Return all of the lines below exactly as they are.

*** Opening EXERCISE DATA ***

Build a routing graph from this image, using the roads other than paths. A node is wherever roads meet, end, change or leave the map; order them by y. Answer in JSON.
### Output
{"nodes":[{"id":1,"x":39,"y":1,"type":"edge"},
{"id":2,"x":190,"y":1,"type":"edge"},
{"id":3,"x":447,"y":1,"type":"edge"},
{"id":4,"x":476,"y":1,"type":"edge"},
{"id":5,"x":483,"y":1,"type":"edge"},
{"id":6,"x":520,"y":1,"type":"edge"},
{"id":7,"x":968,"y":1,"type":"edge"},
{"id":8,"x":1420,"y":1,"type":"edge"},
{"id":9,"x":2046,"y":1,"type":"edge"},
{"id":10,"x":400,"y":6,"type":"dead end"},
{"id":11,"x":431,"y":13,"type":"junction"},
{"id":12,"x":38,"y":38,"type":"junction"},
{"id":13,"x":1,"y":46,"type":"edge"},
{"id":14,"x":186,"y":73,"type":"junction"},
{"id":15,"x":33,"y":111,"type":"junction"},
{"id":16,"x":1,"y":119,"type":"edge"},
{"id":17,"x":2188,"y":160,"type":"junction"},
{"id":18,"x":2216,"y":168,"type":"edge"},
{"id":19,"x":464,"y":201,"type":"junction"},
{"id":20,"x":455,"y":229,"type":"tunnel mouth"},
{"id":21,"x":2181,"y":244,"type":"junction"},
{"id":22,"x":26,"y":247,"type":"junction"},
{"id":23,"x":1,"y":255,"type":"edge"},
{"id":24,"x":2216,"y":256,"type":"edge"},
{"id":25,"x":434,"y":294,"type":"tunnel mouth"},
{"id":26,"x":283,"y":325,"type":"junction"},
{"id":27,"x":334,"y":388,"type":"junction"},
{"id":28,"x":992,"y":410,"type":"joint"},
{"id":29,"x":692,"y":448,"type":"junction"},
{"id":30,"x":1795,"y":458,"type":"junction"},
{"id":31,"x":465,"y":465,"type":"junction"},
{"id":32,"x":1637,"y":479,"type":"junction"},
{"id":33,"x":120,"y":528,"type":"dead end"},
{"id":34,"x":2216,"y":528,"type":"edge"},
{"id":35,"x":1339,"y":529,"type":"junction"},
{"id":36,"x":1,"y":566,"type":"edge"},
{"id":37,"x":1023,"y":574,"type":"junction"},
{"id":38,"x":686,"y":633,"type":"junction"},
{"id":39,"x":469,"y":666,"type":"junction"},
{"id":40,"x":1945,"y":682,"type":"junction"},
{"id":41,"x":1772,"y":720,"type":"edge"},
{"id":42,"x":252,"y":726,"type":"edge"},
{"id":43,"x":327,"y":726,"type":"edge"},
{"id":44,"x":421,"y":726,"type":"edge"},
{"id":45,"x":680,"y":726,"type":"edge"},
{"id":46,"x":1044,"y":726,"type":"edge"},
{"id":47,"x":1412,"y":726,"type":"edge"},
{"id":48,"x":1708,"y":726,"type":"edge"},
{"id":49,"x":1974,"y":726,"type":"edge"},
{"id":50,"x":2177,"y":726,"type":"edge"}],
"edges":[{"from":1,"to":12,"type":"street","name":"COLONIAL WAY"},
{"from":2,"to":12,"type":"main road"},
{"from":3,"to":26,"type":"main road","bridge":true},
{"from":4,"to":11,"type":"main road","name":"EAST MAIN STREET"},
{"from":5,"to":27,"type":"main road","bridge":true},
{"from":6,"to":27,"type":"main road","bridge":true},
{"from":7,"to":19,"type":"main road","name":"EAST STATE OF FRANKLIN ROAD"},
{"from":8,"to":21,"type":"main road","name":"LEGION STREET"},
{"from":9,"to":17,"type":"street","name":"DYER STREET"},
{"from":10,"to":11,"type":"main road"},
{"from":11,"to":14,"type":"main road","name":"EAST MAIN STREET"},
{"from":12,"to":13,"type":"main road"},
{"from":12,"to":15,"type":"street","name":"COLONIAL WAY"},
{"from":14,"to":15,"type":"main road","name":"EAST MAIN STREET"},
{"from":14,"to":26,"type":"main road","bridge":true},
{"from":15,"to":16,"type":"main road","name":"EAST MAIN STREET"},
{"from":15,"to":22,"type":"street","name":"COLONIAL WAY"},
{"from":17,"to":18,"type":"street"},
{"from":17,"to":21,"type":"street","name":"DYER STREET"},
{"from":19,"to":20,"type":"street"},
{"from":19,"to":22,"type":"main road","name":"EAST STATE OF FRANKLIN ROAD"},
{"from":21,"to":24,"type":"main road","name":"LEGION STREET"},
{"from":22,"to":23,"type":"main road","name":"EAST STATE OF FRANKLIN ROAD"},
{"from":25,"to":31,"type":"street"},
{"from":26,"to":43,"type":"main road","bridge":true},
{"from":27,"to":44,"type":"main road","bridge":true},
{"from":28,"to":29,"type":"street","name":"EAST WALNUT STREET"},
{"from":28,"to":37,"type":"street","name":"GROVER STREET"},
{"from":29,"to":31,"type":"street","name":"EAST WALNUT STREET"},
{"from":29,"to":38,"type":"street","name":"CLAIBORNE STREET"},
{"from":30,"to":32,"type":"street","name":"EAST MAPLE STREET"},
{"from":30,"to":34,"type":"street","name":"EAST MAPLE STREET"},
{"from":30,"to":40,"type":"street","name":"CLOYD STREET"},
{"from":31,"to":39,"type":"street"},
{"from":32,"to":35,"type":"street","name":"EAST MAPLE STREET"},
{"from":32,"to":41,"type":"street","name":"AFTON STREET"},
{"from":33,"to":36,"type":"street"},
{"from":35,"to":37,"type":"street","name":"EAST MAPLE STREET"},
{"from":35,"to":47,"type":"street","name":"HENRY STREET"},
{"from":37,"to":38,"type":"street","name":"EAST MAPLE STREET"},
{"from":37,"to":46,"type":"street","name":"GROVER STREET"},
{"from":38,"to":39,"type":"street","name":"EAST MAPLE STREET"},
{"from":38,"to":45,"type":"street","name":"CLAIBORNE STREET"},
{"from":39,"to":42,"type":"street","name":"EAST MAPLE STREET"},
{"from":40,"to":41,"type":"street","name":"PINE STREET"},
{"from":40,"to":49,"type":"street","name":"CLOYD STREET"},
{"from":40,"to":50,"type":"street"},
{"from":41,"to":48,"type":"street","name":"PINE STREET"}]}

*** Closing EXERCISE DATA ***

• WRITTEN ANSWER:
Build a routing graph from this image, using the roads other than paths. A node is wherever roads meet, end, change or leave the map; order them by y. Answer in JSON.
### Output
{"nodes":[{"id":1,"x":39,"y":1,"type":"edge"},
{"id":2,"x":190,"y":1,"type":"edge"},
{"id":3,"x":447,"y":1,"type":"edge"},
{"id":4,"x":476,"y":1,"type":"edge"},
{"id":5,"x":483,"y":1,"type":"edge"},
{"id":6,"x":520,"y":1,"type":"edge"},
{"id":7,"x":968,"y":1,"type":"edge"},
{"id":8,"x":1420,"y":1,"type":"edge"},
{"id":9,"x":2046,"y":1,"type":"edge"},
{"id":10,"x":400,"y":6,"type":"dead end"},
{"id":11,"x":431,"y":13,"type":"junction"},
{"id":12,"x":38,"y":38,"type":"junction"},
{"id":13,"x":1,"y":46,"type":"edge"},
{"id":14,"x":186,"y":73,"type":"junction"},
{"id":15,"x":33,"y":111,"type":"junction"},
{"id":16,"x":1,"y":119,"type":"edge"},
{"id":17,"x":2188,"y":160,"type":"junction"},
{"id":18,"x":2216,"y":168,"type":"edge"},
{"id":19,"x":464,"y":201,"type":"junction"},
{"id":20,"x":455,"y":229,"type":"tunnel mouth"},
{"id":21,"x":2181,"y":244,"type":"junction"},
{"id":22,"x":26,"y":247,"type":"junction"},
{"id":23,"x":1,"y":255,"type":"edge"},
{"id":24,"x":2216,"y":256,"type":"edge"},
{"id":25,"x":434,"y":294,"type":"tunnel mouth"},
{"id":26,"x":283,"y":325,"type":"junction"},
{"id":27,"x":334,"y":388,"type":"junction"},
{"id":28,"x":992,"y":410,"type":"joint"},
{"id":29,"x":692,"y":448,"type":"junction"},
{"id":30,"x":1795,"y":458,"type":"junction"},
{"id":31,"x":465,"y":465,"type":"junction"},
{"id":32,"x":1637,"y":479,"type":"junction"},
{"id":33,"x":120,"y":528,"type":"dead end"},
{"id":34,"x":2216,"y":528,"type":"edge"},
{"id":35,"x":1339,"y":529,"type":"junction"},
{"id":36,"x":1,"y":566,"type":"edge"},
{"id":37,"x":1023,"y":574,"type":"junction"},
{"id":38,"x":686,"y":633,"type":"junction"},
{"id":39,"x":469,"y":666,"type":"junction"},
{"id":40,"x":1945,"y":682,"type":"junction"},
{"id":41,"x":1772,"y":720,"type":"edge"},
{"id":42,"x":252,"y":726,"type":"edge"},
{"id":43,"x":327,"y":726,"type":"edge"},
{"id":44,"x":421,"y":726,"type":"edge"},
{"id":45,"x":680,"y":726,"type":"edge"},
{"id":46,"x":1044,"y":726,"type":"edge"},
{"id":47,"x":1412,"y":726,"type":"edge"},
{"id":48,"x":1708,"y":726,"type":"edge"},
{"id":49,"x":1974,"y":726,"type":"edge"},
{"id":50,"x":2177,"y":726,"type":"edge"}],
"edges":[{"from":1,"to":12,"type":"street","name":"COLONIAL WAY"},
{"from":2,"to":12,"type":"main road"},
{"from":3,"to":26,"type":"main road","bridge":true},
{"from":4,"to":11,"type":"main road","name":"EAST MAIN STREET"},
{"from":5,"to":27,"type":"main road","bridge":true},
{"from":6,"to":27,"type":"main road","bridge":true},
{"from":7,"to":19,"type":"main road","name":"EAST STATE OF FRANKLIN ROAD"},
{"from":8,"to":21,"type":"main road","name":"LEGION STREET"},
{"from":9,"to":17,"type":"street","name":"DYER STREET"},
{"from":10,"to":11,"type":"main road"},
{"from":11,"to":14,"type":"main road","name":"EAST MAIN STREET"},
{"from":12,"to":13,"type":"main road"},
{"from":12,"to":15,"type":"street","name":"COLONIAL WAY"},
{"from":14,"to":15,"type":"main road","name":"EAST MAIN STREET"},
{"from":14,"to":26,"type":"main road","bridge":true},
{"from":15,"to":16,"type":"main road","name":"EAST MAIN STREET"},
{"from":15,"to":22,"type":"street","name":"COLONIAL WAY"},
{"from":17,"to":18,"type":"street"},
{"from":17,"to":21,"type":"street","name":"DYER STREET"},
{"from":19,"to":20,"type":"street"},
{"from":19,"to":22,"type":"main road","name":"EAST STATE OF FRANKLIN ROAD"},
{"from":21,"to":24,"type":"main road","name":"LEGION STREET"},
{"from":22,"to":23,"type":"main road","name":"EAST STATE OF FRANKLIN ROAD"},
{"from":25,"to":31,"type":"street"},
{"from":26,"to":43,"type":"main road","bridge":true},
{"from":27,"to":44,"type":"main road","bridge":true},
{"from":28,"to":29,"type":"street","name":"EAST WALNUT STREET"},
{"from":28,"to":37,"type":"street","name":"GROVER STREET"},
{"from":29,"to":31,"type":"street","name":"EAST WALNUT STREET"},
{"from":29,"to":38,"type":"street","name":"CLAIBORNE STREET"},
{"from":30,"to":32,"type":"street","name":"EAST MAPLE STREET"},
{"from":30,"to":34,"type":"street","name":"EAST MAPLE STREET"},
{"from":30,"to":40,"type":"street","name":"CLOYD STREET"},
{"from":31,"to":39,"type":"street"},
{"from":32,"to":35,"type":"street","name":"EAST MAPLE STREET"},
{"from":32,"to":41,"type":"street","name":"AFTON STREET"},
{"from":33,"to":36,"type":"street"},
{"from":35,"to":37,"type":"street","name":"EAST MAPLE STREET"},
{"from":35,"to":47,"type":"street","name":"HENRY STREET"},
{"from":37,"to":38,"type":"street","name":"EAST MAPLE STREET"},
{"from":37,"to":46,"type":"street","name":"GROVER STREET"},
{"from":38,"to":39,"type":"street","name":"EAST MAPLE STREET"},
{"from":38,"to":45,"type":"street","name":"CLAIBORNE STREET"},
{"from":39,"to":42,"type":"street","name":"EAST MAPLE STREET"},
{"from":40,"to":41,"type":"street","name":"PINE STREET"},
{"from":40,"to":49,"type":"street","name":"CLOYD STREET"},
{"from":40,"to":50,"type":"street"},
{"from":41,"to":48,"type":"street","name":"PINE STREET"}]}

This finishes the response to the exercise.